• TASK DIRECTIONS
Please list all lines of the material below in which the string "river" occurs.

• SUPPLIED RECORDS
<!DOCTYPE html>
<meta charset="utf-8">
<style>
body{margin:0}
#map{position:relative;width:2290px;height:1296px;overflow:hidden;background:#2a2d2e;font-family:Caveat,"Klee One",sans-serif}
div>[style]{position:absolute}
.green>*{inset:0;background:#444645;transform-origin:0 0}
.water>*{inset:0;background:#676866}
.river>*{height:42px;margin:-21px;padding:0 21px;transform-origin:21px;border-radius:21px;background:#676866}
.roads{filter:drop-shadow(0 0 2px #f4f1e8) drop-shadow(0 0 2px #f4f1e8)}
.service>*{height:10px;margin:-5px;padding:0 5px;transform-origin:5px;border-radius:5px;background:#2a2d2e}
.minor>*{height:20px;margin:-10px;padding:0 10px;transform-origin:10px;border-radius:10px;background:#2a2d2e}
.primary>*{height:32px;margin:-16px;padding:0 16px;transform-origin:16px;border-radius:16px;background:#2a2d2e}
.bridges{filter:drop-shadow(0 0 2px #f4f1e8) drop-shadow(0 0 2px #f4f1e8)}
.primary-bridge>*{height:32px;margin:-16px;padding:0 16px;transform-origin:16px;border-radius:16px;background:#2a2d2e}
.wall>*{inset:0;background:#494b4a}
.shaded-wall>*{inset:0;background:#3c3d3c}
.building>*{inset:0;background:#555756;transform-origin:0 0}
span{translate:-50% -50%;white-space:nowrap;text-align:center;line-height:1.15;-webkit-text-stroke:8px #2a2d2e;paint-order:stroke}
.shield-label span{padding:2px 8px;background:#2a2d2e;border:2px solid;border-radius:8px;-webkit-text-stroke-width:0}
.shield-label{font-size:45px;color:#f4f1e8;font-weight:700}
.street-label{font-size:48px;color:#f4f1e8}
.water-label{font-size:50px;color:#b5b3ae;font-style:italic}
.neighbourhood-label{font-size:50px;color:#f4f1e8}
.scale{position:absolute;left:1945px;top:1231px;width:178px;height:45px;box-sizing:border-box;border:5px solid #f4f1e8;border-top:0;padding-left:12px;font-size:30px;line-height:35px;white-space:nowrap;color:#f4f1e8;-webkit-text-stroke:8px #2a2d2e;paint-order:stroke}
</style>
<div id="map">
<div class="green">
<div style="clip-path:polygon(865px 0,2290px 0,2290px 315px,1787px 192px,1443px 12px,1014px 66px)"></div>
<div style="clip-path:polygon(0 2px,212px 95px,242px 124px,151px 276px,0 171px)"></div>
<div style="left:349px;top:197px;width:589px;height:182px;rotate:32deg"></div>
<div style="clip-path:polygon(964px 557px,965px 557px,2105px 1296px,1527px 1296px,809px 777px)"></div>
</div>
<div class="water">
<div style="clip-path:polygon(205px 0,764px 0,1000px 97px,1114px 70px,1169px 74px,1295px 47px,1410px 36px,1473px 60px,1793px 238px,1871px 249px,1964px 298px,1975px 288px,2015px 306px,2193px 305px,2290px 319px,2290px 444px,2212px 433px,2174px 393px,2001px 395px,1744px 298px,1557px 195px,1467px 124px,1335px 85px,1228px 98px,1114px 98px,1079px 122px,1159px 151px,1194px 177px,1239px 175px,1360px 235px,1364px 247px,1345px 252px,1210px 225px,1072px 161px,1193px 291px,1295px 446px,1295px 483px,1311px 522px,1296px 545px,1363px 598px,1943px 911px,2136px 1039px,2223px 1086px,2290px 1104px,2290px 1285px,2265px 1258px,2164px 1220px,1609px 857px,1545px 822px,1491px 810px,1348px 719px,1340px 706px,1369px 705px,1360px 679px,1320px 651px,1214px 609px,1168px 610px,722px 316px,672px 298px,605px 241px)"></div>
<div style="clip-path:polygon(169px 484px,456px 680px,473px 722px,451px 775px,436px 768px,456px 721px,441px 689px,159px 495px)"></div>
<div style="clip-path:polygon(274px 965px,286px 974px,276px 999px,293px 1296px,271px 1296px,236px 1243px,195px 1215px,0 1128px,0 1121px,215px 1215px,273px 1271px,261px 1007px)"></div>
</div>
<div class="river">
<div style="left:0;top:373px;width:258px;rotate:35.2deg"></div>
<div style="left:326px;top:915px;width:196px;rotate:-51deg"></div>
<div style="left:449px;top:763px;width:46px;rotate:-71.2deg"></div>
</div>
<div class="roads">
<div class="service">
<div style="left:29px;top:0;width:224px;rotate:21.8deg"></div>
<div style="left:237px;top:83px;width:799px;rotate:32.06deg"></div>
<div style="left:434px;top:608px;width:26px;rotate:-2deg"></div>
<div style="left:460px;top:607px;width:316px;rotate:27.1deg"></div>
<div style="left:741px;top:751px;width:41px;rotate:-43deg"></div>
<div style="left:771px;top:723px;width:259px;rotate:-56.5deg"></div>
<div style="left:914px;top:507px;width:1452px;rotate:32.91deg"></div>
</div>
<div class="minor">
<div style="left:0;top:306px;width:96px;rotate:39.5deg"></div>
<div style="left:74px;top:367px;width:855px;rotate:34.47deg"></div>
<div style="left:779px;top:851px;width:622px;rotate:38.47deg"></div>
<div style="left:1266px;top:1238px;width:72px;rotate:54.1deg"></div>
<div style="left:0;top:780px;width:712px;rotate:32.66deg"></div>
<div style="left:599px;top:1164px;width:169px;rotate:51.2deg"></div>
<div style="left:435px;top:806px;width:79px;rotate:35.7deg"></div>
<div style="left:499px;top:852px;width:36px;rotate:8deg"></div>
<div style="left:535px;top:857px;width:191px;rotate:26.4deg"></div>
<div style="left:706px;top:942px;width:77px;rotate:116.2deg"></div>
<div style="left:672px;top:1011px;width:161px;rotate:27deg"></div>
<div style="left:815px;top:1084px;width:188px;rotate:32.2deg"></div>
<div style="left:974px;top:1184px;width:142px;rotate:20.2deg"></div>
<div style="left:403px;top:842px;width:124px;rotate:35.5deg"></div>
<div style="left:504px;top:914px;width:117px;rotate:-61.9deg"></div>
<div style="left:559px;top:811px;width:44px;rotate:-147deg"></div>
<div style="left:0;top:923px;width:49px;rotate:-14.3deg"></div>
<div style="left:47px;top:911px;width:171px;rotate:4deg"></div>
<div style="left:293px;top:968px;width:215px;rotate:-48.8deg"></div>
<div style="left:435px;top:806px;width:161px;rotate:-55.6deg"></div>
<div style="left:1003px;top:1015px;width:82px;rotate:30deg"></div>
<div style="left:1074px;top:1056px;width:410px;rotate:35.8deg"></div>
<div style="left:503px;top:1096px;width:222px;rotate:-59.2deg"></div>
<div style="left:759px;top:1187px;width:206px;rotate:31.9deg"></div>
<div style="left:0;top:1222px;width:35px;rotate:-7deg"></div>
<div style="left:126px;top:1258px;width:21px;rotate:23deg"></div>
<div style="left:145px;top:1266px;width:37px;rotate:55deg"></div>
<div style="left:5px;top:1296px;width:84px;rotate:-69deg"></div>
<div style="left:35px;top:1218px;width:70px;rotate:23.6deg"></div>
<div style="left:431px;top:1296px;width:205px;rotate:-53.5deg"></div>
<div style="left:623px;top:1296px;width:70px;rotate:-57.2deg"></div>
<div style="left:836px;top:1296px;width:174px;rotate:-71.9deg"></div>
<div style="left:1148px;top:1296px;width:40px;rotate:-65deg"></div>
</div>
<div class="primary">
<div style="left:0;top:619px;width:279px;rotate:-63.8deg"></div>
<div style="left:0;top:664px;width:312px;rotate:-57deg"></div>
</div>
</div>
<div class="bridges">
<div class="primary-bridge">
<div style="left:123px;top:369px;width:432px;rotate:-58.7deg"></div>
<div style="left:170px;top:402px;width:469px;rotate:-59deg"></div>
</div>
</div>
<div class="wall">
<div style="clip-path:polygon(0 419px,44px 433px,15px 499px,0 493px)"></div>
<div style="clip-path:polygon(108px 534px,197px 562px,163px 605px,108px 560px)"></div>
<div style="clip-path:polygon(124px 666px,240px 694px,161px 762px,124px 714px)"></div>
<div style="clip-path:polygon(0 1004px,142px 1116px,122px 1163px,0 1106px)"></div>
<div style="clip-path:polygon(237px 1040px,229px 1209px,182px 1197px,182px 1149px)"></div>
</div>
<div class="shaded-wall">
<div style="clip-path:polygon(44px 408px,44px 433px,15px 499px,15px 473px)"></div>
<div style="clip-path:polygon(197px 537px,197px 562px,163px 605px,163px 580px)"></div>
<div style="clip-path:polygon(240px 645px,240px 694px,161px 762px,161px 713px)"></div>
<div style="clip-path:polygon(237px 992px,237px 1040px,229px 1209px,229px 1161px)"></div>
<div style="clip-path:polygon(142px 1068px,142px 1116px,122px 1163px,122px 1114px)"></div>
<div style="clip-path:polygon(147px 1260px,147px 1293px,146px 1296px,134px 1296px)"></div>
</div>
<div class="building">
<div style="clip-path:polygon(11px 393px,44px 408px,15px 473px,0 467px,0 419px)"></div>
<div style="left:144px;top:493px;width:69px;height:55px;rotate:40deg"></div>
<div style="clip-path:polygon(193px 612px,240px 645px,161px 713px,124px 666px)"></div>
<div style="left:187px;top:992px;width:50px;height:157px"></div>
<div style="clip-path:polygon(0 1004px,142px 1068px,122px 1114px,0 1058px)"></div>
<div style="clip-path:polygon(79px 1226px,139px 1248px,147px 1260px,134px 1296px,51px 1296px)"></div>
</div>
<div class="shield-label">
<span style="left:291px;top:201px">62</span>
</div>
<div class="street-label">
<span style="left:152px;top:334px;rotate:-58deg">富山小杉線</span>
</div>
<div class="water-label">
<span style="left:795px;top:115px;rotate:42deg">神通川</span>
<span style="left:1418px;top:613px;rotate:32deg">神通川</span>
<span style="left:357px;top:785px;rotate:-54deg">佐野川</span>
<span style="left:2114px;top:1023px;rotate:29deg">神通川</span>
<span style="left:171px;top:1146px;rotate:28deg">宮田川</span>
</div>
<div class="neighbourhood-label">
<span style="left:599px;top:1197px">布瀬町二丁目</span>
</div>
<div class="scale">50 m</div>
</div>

• OUTPUT FOR THIS TASK
.river>*{height:42px;margin:-21px;padding:0 21px;transform-origin:21px;border-radius:21px;background:#676866}
<div class="river">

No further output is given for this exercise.